- Source material:

== Segment start ==

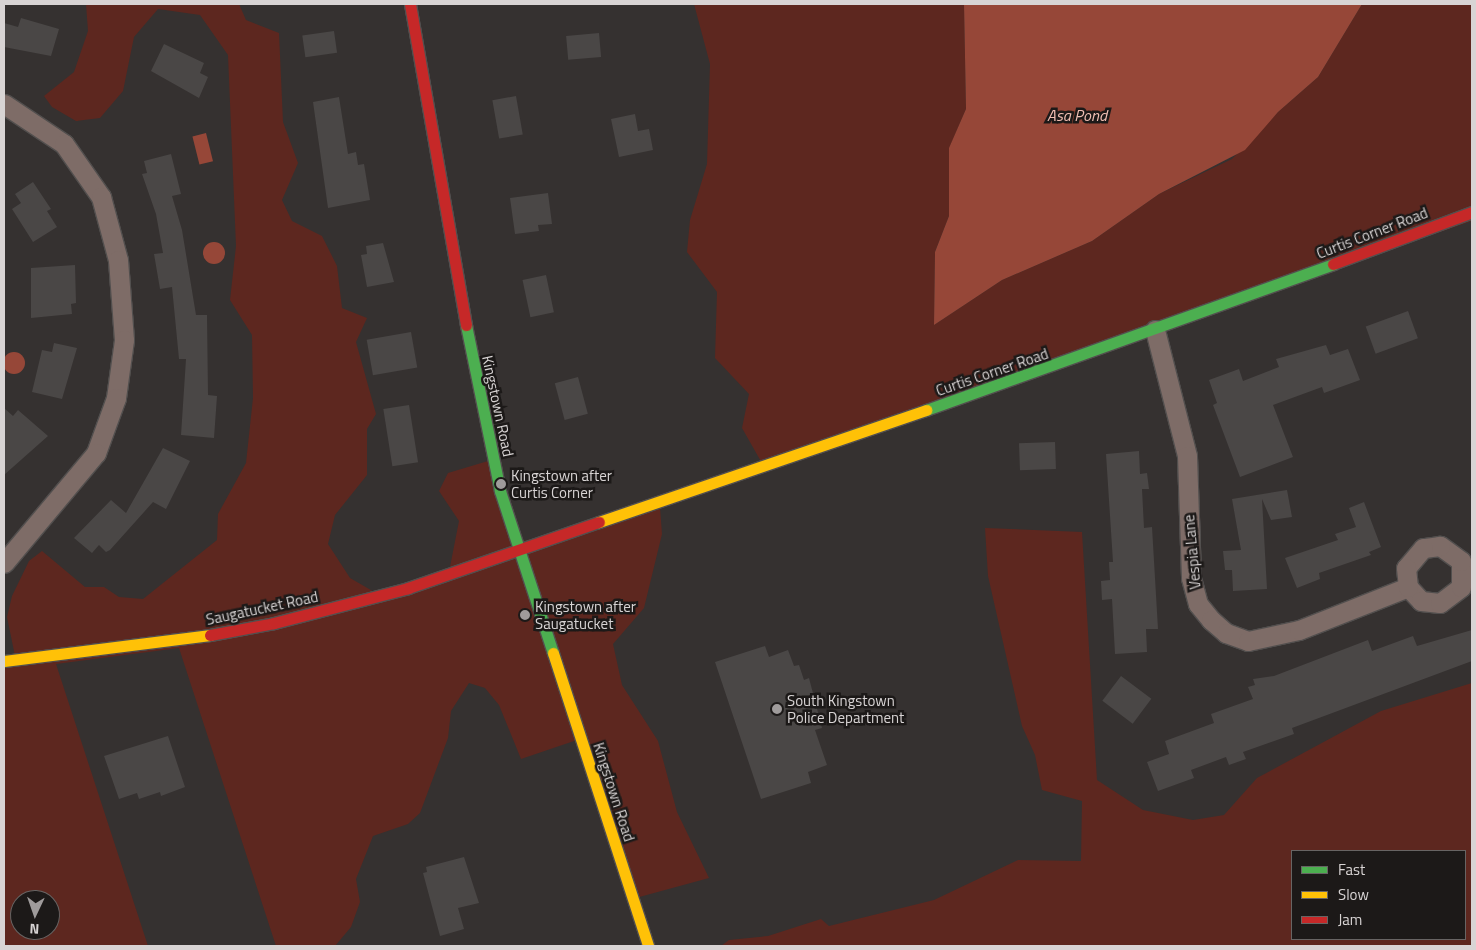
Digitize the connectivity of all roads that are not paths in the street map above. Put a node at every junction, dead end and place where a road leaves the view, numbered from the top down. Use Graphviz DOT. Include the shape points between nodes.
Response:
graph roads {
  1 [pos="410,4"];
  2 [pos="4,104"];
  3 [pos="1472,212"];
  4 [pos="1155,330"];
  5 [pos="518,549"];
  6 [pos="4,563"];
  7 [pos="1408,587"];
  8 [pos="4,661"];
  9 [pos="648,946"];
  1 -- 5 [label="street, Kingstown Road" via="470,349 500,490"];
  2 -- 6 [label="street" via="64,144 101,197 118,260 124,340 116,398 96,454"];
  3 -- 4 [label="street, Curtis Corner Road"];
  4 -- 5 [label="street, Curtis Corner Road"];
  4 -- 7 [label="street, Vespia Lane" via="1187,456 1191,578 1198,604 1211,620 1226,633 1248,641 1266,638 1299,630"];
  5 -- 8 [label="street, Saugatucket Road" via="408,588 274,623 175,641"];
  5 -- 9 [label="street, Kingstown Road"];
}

== Segment end ==
== Segment start ==

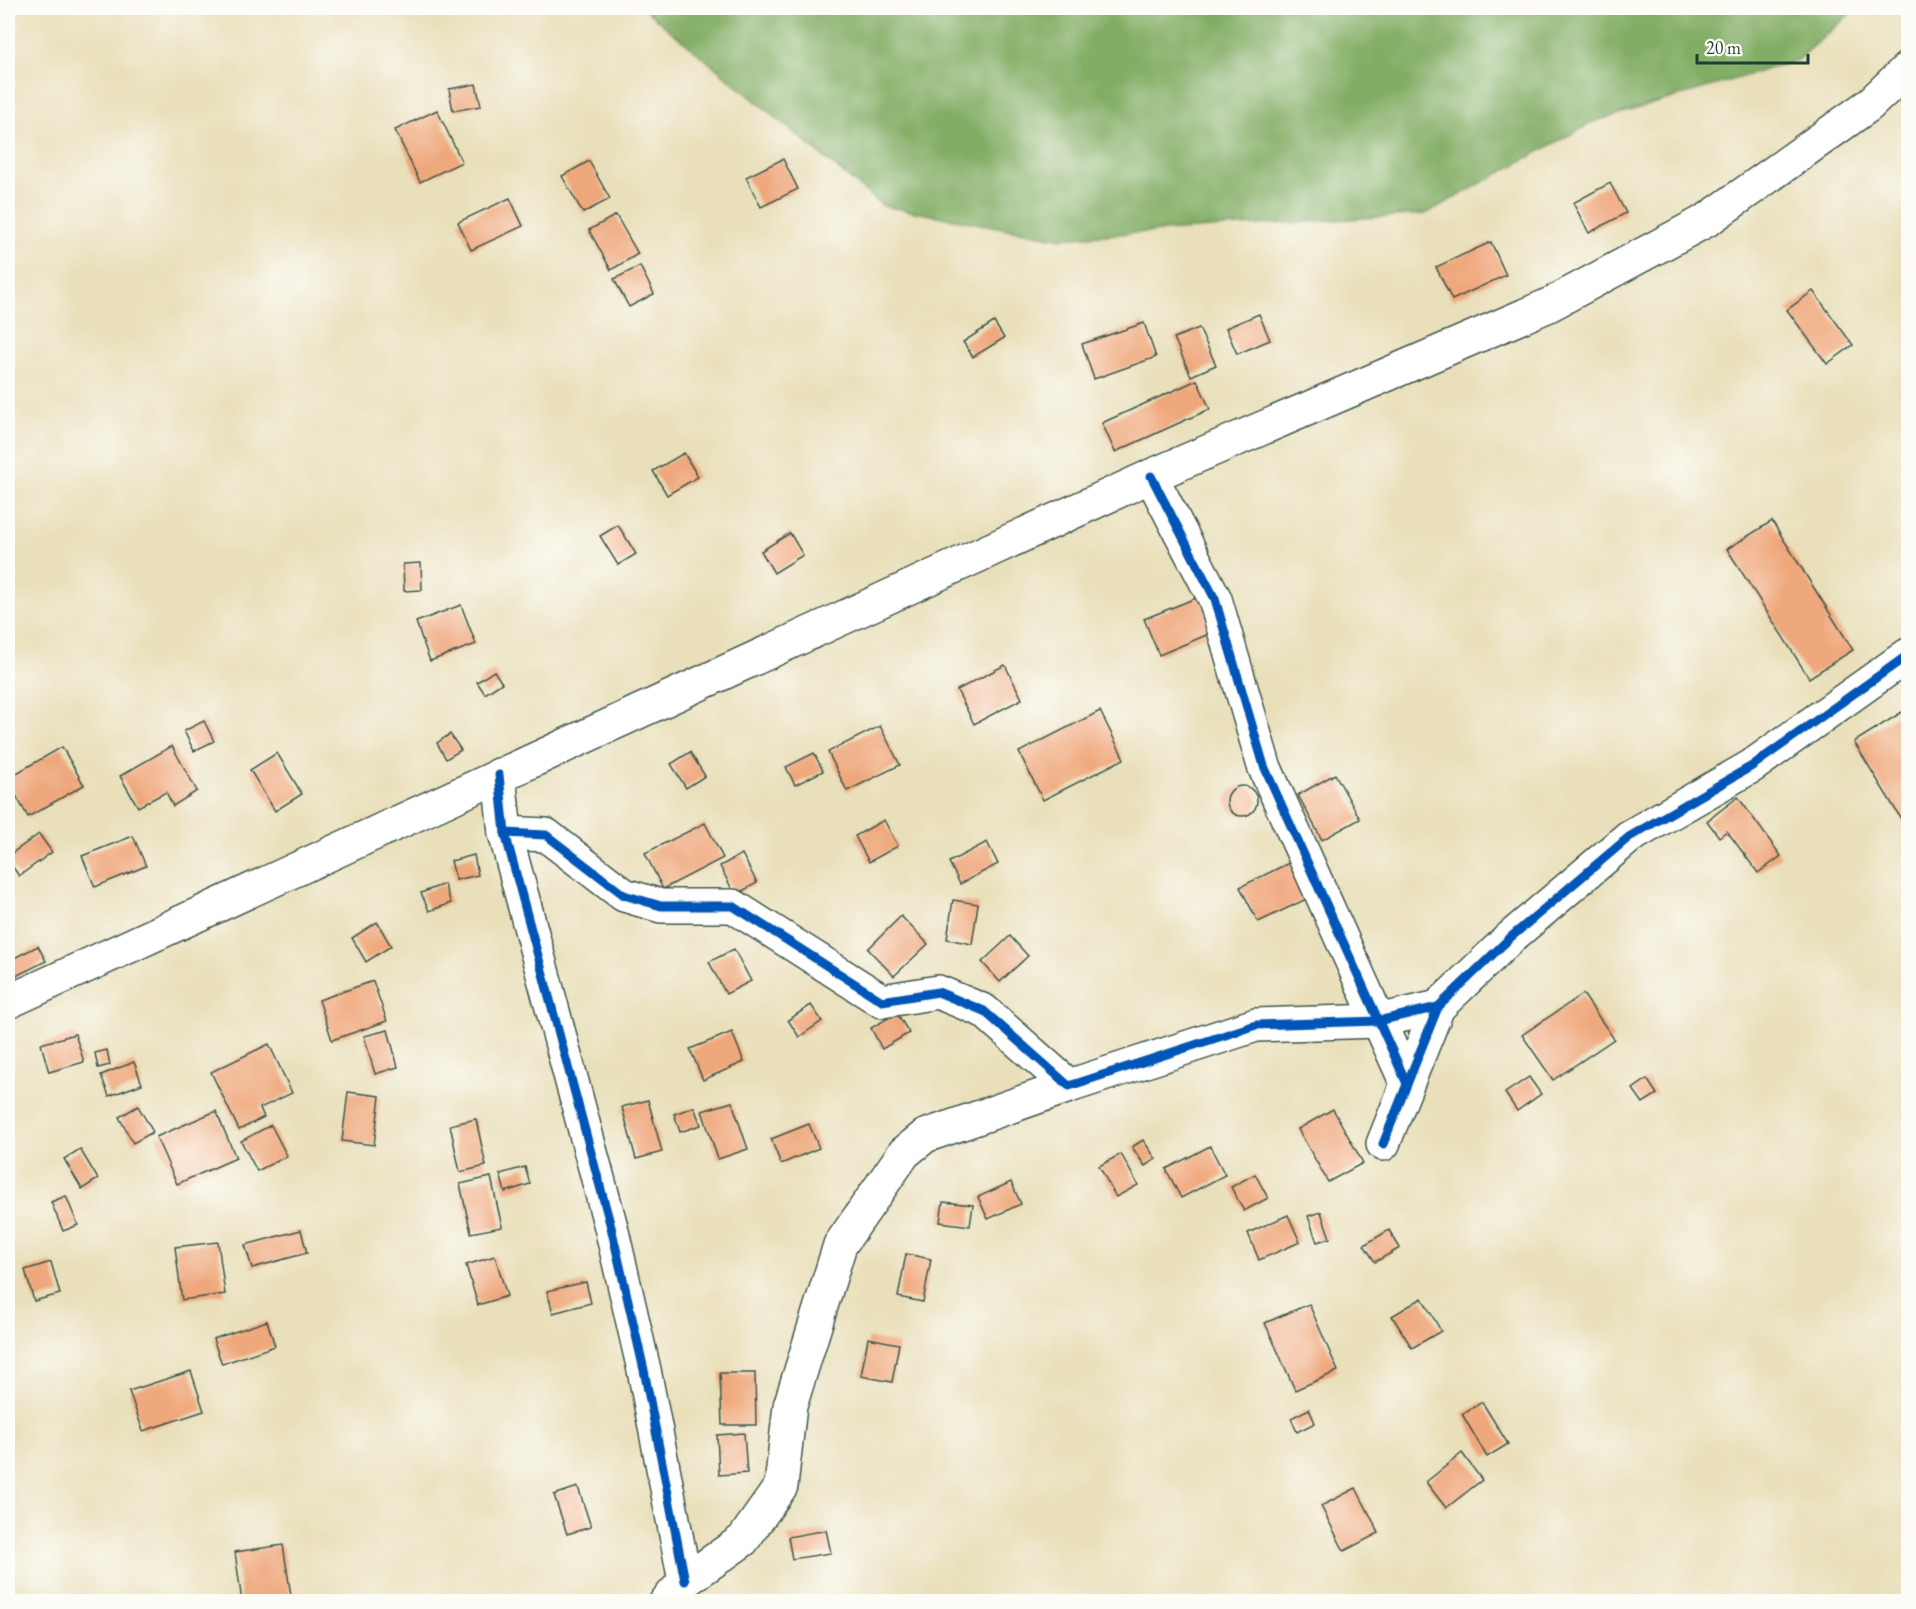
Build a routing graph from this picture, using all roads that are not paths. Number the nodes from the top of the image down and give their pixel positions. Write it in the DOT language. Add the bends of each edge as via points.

== Segment end ==
== Segment start ==

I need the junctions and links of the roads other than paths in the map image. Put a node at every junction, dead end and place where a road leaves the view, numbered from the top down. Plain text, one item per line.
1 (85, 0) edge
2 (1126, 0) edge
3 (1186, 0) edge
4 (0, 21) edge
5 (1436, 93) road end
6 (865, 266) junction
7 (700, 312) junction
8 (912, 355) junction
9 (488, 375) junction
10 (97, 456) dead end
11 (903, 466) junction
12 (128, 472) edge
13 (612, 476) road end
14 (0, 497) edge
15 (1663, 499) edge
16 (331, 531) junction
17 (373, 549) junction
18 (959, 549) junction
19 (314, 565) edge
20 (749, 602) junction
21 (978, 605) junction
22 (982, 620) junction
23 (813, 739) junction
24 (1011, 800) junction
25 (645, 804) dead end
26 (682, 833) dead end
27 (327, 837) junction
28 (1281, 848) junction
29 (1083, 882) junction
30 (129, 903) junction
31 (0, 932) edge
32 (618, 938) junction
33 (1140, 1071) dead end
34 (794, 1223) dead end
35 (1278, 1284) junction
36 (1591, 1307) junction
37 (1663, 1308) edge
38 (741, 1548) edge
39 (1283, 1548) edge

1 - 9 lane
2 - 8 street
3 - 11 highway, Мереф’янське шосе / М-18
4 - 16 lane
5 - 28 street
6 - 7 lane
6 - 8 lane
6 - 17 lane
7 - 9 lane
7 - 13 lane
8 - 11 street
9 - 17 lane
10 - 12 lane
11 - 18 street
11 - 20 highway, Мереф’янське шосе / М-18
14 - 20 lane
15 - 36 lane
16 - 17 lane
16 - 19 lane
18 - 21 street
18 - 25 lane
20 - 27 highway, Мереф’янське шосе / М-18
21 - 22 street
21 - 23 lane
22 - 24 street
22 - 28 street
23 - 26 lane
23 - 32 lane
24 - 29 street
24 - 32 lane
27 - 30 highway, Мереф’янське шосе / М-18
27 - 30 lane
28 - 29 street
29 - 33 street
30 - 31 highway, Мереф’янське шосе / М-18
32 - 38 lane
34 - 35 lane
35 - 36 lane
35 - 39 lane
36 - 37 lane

== Segment end ==

- What to work on: Each line of the data that has the string "nodes" counts once; give the total and nothing else.

- Output of the task: 2